If it wasn't for the IRLP node and the HI GATE I would have probably given up. Most of our local repeaters set idle with a little on there way home from work traffic on one or two of them. The local IRLP node has traffic throughout the day so it was something to listen to when I started out. Some of the friendship nets are a good place to throw your call sign out to when new as they don't expect you to talk much so for a new HAM it can help.
Link Posted: 6/30/2015 5:17:41 PM EDT
Well - good to hear I'm not a complete anomaly.  Other aspects of ham may appeal to me in time.

Arfcom has been expensive enough on me any way. Between firearms, suppressors, bee keeping, gear and more gear, I'm catching a break with ham!

I appreciate the thoughts.

Oh - another note on field day. I finally heard a woman on the air! woot.
Link Posted: 6/30/2015 7:26:51 PM EDT
I'm not on the radio much - I enjoy getting some DX on HF but to be honest, I don't have much to talk about.... I like to ensure that the equipment is working - that I can get comms with someone but beyond that until I have something to pass I mostly just listen.


Field day got me into ham radio - it was out in a park, in tents - it was generator power but at least off commercial mains. I learned about antennas, they stuck me on 40phone and I worked all night... I was hooked. That was a great club and great (HELPFUL) guys were in it. I worked some field day from home this year - no emergency anything and still had a decently good time. Some guys go all out on the contest side, some guys go all out on the emergency side - at the end of the day they're both on the air and making contacts though.

I haven't quite found my niche locally - not on the repeaters and not at the meetings.... I keep it now for the ability, sometimes if I'm out hiking I'll check in - at least then someone knows where I am if there was a problem.

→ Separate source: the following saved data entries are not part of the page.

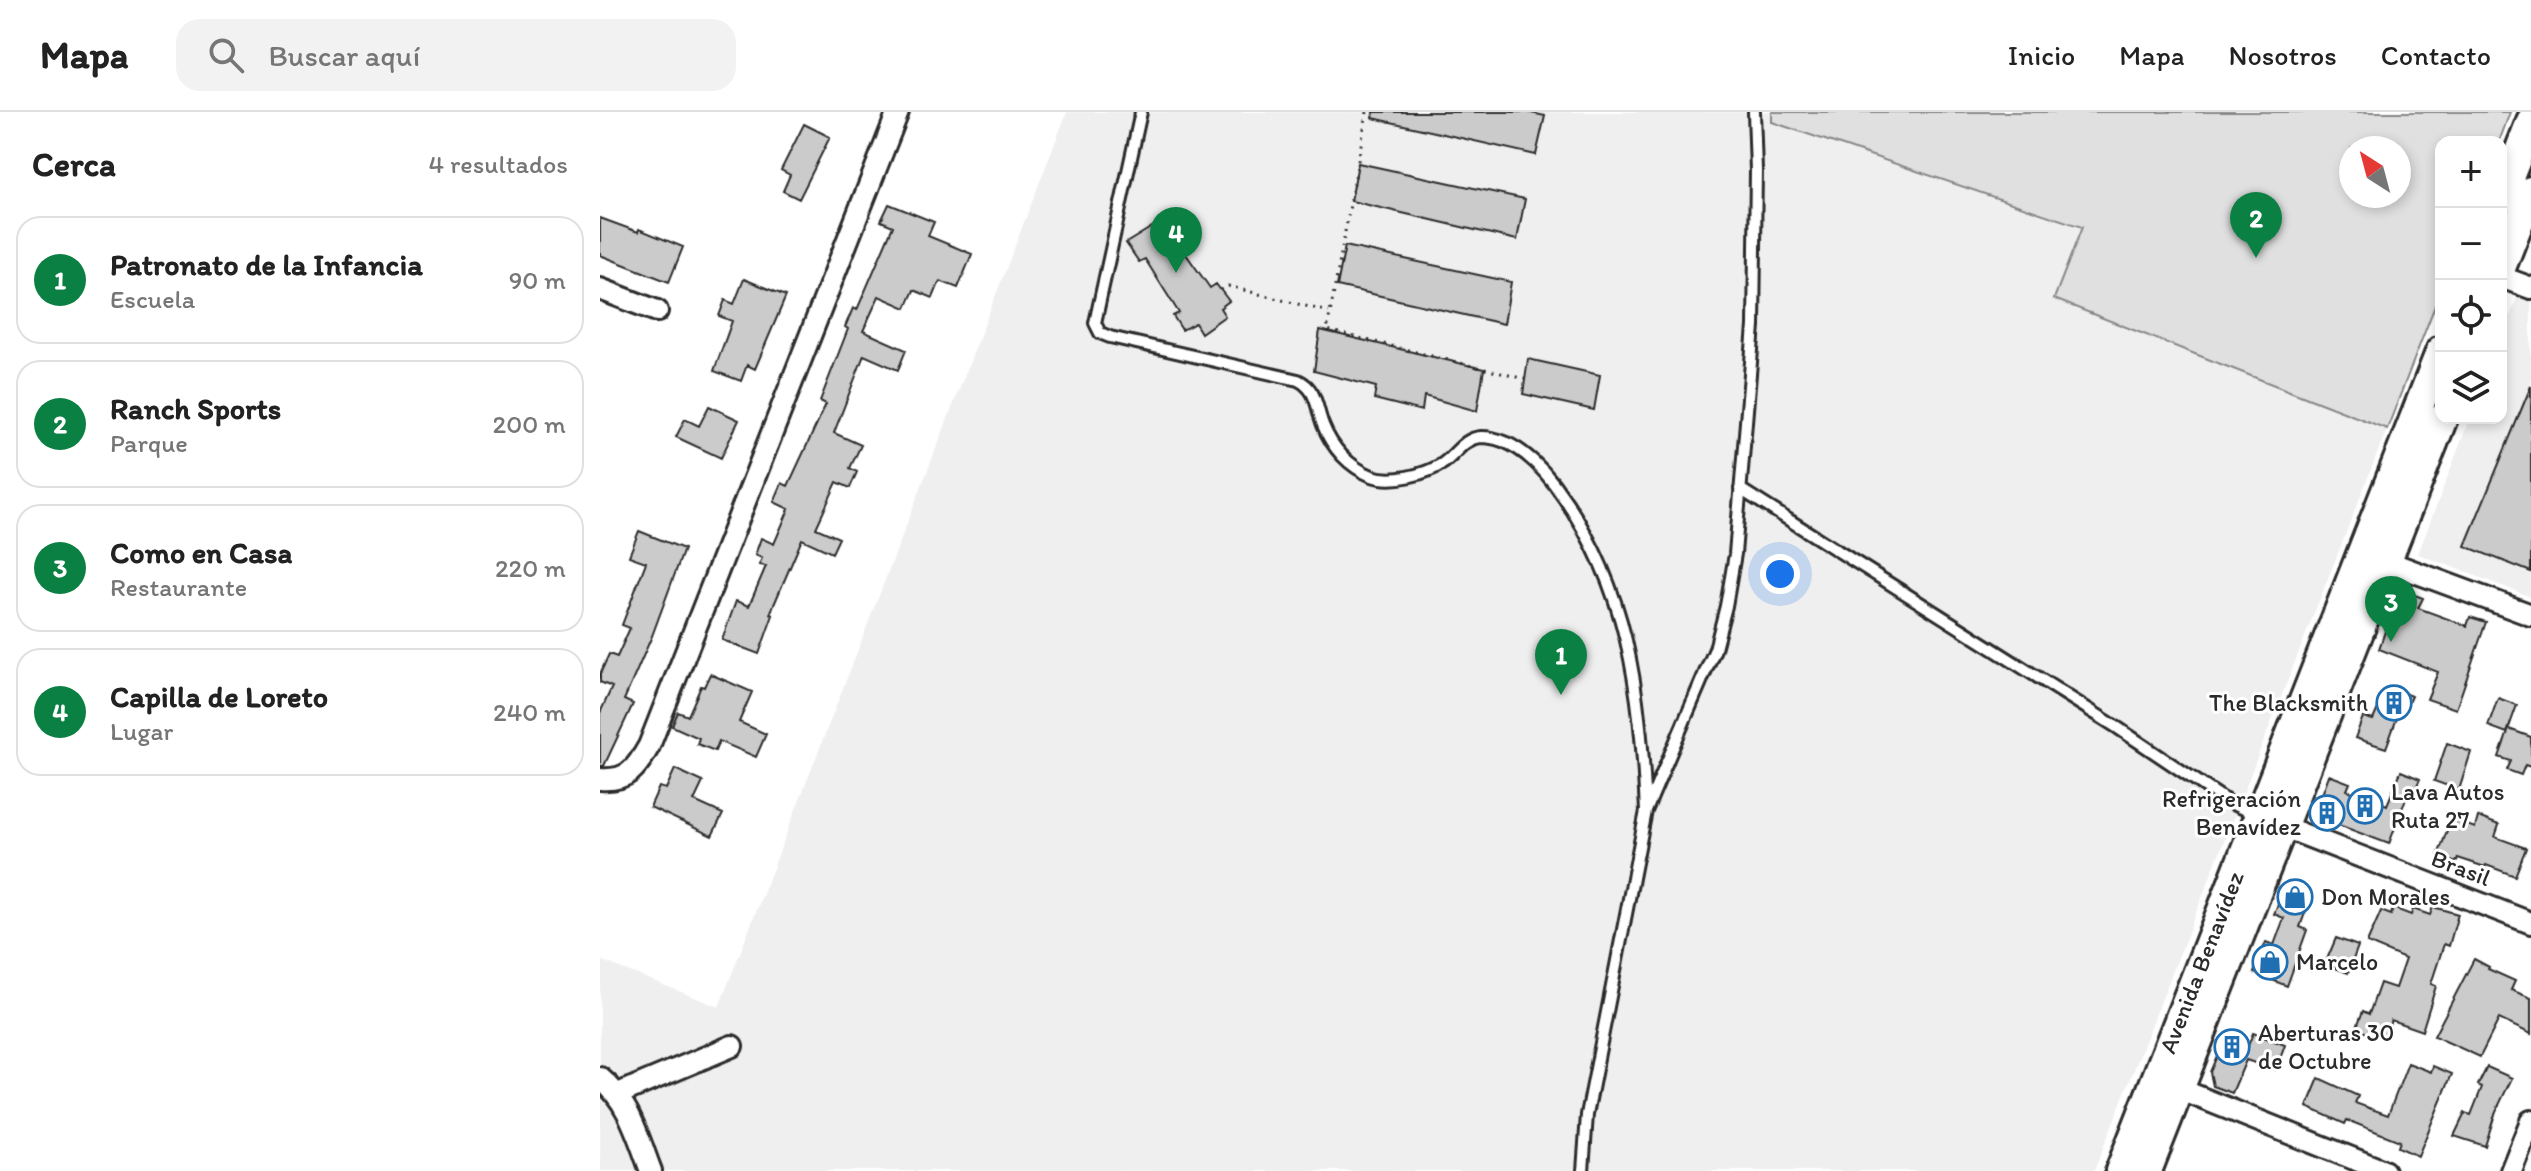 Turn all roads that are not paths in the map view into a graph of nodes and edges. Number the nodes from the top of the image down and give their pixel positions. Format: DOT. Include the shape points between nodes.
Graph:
graph roads {
  1 [pos="898,112"];
  2 [pos="1141,112"];
  3 [pos="1754,112"];
  4 [pos="2531,121"];
  5 [pos="2507,183"];
  6 [pos="2531,191"];
  7 [pos="2507,253"];
  8 [pos="2507,279"];
  9 [pos="2531,288"];
  10 [pos="600,289"];
  11 [pos="657,311"];
  12 [pos="2440,352"];
  13 [pos="2441,424"];
  14 [pos="1740,489"];
  15 [pos="2388,562"];
  16 [pos="2531,615"];
  17 [pos="600,779"];
  18 [pos="1646,811"];
  19 [pos="2272,822"];
  20 [pos="2531,923"];
  21 [pos="732,1046"];
  22 [pos="600,1078"];
  23 [pos="2179,1089"];
  24 [pos="618,1094"];
  25 [pos="2531,1121"];
  26 [pos="651,1171"];
  27 [pos="1583,1171"];
  28 [pos="2120,1171"];
  29 [pos="2147,1171"];
  30 [pos="2384,1171"];
  31 [pos="2511,1171"];
  1 -- 17 [label="street" via="649,746 627,775"];
  2 -- 18 [label="lane" via="1095,323 1100,333 1298,380 1313,392 1336,450 1375,477 1404,477 1443,464 1478,437 1502,441 1531,457 1569,504 1620,613 1643,742"];
  3 -- 14 [label="lane" via="1754,326"];
  4 -- 5 [label="main road"];
  6 -- 7 [label="main road"];
  8 -- 9 [label="street"];
  10 -- 11 [label="street"];
  12 -- 19 [label="main road, Avenida Benavídez"];
  13 -- 15 [label="main road, Avenida Benavídez"];
  14 -- 18 [label="lane" via="1729,593 1715,649"];
  14 -- 19 [label="lane" via="2228,802"];
  15 -- 16 [label="street"];
  15 -- 19 [label="main road, Avenida Benavídez"];
  18 -- 27 [label="lane" via="1587,1115"];
  19 -- 20 [label="street, Brasil"];
  19 -- 23 [label="main road, Avenida Benavídez"];
  19 -- 28 [label="main road, Avenida Benavídez"];
  21 -- 24 [label="street"];
  22 -- 24 [label="street"];
  23 -- 29 [label="main road, Avenida Benavídez"];
  23 -- 30 [label="street"];
  24 -- 26 [label="street"];
  25 -- 31 [label="street"];
}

Link Posted: 6/30/2015 8:27:03 PM EDT
[Last Edit: 6/30/2015 8:28:25 PM EDT by Harlikwin]
Honestly HAM radio its what you make of it. I never cared for the local clubs, so I just struck out and did my own thing.

The local repeater scene where I am is basically a drive time net, and some Saturday morning action. Nothing particularly exciting.

Here is how I like to do it. HF at around about 14,000 ft...

Link Posted: 6/30/2015 8:44:00 PM EDT
Our ARES group stopped using the EOC and started using some church property. We had plenty of camping and would always build a special antenna to try for the event. Maybe you just haven't found the right group to FD with. In our area there are several groups to choose from.